- Problem details
Copy all lines below containing "Tanager".

↓↓↓

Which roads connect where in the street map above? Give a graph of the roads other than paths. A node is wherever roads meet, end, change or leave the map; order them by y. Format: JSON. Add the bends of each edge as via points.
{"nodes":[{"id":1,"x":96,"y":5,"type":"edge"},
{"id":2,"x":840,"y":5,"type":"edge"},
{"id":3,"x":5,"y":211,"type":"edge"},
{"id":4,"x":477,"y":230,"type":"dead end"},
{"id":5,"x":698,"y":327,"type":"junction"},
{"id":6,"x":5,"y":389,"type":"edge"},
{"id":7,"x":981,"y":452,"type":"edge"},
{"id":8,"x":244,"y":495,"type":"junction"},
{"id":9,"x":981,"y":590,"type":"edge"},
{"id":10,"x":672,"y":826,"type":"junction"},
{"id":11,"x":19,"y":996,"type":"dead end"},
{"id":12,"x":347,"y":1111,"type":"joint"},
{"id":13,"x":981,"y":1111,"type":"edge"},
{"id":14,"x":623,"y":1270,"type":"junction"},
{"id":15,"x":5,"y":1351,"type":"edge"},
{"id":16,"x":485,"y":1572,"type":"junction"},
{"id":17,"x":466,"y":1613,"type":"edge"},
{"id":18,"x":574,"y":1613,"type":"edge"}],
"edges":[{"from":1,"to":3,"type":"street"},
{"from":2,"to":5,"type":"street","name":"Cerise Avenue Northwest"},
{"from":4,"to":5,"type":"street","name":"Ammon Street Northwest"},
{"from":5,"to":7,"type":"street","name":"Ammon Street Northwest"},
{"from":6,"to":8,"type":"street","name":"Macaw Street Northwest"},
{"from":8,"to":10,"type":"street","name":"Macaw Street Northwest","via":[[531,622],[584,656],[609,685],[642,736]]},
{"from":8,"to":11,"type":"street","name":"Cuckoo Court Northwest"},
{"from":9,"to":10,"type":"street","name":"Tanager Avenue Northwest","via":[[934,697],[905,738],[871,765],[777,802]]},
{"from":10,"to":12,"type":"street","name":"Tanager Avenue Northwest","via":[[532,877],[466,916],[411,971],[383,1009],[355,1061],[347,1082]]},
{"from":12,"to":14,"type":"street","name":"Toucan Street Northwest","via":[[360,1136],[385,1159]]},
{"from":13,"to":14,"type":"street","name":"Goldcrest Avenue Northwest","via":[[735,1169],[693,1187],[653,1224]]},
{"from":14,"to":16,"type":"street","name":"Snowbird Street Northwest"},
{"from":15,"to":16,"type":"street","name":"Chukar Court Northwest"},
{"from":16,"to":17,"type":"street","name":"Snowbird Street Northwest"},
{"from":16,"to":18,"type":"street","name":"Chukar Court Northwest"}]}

↑↑↑

- Answer to this problem
{"from":9,"to":10,"type":"street","name":"Tanager Avenue Northwest","via":[[934,697],[905,738],[871,765],[777,802]]},
{"from":10,"to":12,"type":"street","name":"Tanager Avenue Northwest","via":[[532,877],[466,916],[411,971],[383,1009],[355,1061],[347,1082]]},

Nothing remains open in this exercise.